Ibnu Umar radhiyallahu’anhuma berkata : Diturunkan ayat (yang artinya), “Maka kemana pun kalian berpaling/menghadap maka di sana ada wajah Allah.” Maksudnya hendaklah kamu mengerjakan sholat ke arah mana hewan tungganganmu menghadap; yaitu ketika mengerjakan sholat sunnah (lihat ad-Durr al-Mantsur fi at-Tafsir bil Ma’tsur, 1/565)

Imam Ibnu Abi Syaibah, Bukhari, dan Baihaqi meriwayatkan dari Jabir bin Abdillah radhiyallahu’anhu bahwa dahulu Nabi shallallahu ‘alaihi wa sallam pernah sholat di atas hewan tunggangannya menghadap ke arah timur. Apabila beliau hendak sholat wajib maka beliau pun turun dan menghadap kiblat lalu mengerjakan sholat (lihat ad-Durr al-Mantsur, 1/565)

Imam Abdu bin Humaid dan Tirmidzi meriwayatkan dari Qatadah mengenai tafsiran dari ayat ini (yang artinya), “Maka kemana pun kalian berpaling/menghadap maka di sana ada wajah Allah.” Qatadah berkata : Ayat ini telah dimansukh/dihapus hukumnya. Yaitu dihapus dengan ayat (yang artinya), “Maka palingkanlah wajahmu menghadap ke Masjidil Haram.” (al-Baqarah : 144) yaitu hendaknya kamu sholat menghadap ke arahnya (lihat ad-Durr al-Mantsur, 1/568)

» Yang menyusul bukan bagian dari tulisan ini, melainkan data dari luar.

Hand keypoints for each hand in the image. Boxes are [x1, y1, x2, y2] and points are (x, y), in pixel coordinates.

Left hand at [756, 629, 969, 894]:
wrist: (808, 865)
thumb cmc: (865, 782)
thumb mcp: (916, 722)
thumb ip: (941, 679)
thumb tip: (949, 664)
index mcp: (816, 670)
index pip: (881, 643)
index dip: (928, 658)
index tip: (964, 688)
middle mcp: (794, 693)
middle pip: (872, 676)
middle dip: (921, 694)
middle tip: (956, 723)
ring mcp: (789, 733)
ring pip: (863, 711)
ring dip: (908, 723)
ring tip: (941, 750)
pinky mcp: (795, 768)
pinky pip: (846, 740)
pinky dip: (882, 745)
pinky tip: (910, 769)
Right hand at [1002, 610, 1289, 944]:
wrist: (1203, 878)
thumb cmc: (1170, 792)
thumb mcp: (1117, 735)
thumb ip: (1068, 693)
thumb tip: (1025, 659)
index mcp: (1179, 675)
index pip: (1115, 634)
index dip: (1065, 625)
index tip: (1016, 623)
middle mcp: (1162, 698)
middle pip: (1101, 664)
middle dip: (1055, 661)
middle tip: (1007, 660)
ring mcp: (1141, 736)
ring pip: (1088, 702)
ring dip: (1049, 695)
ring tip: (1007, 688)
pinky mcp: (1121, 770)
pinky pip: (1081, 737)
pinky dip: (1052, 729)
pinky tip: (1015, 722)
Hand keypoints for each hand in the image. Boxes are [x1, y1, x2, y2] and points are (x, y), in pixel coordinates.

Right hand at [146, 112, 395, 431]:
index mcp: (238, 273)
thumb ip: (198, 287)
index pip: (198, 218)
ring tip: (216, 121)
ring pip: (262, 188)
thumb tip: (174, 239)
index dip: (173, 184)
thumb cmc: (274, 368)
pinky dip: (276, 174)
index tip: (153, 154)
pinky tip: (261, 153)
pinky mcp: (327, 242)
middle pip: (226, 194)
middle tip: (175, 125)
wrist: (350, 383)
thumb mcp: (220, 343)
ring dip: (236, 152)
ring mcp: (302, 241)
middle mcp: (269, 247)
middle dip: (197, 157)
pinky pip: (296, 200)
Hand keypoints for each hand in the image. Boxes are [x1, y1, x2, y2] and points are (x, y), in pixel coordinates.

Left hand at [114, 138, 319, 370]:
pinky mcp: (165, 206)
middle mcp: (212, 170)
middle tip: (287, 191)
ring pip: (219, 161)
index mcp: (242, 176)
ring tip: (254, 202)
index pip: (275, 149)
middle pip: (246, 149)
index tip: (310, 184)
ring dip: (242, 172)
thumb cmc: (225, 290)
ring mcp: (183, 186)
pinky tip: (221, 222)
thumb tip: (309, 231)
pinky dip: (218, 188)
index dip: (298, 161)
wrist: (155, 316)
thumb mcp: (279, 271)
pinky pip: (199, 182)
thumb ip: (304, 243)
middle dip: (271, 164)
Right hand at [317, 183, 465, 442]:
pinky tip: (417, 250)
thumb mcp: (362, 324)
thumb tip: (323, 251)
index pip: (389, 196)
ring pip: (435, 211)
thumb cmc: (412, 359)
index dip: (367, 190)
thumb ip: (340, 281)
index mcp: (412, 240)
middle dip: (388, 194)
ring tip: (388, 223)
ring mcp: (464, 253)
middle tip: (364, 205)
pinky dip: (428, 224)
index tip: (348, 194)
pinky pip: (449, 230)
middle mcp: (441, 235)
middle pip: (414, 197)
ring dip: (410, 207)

Faidah : Imam Ibnu Katsir rahimahullah membantah apabila ada orang yang menafsirkan bahwa kalimat ‘Maka kemana pun kalian berpaling/menghadap maka di sana ada wajah Allah’ menunjukkan bahwa Allah ada di mana-mana. Sebagian orang berkata, “Dan Allah ta’ala tidaklah ada satu tempat pun yang kosong dari-Nya.” Ibnu Katsir berkata, “Apabila yang dimaksud -ada dimana-mana- itu adalah ilmu Allah maka itu benar. Karena ilmunya Allah meliputi segala hal. Adapun dzat Allah ta’ala tidak dibatasi oleh sesuatu pun dari makhluk-Nya. Mahatinggi Allah dari hal itu dengan ketinggian yang mahabesar.” (lihat Tafsir al-Qur’an al-’Azhim, 1/391-392)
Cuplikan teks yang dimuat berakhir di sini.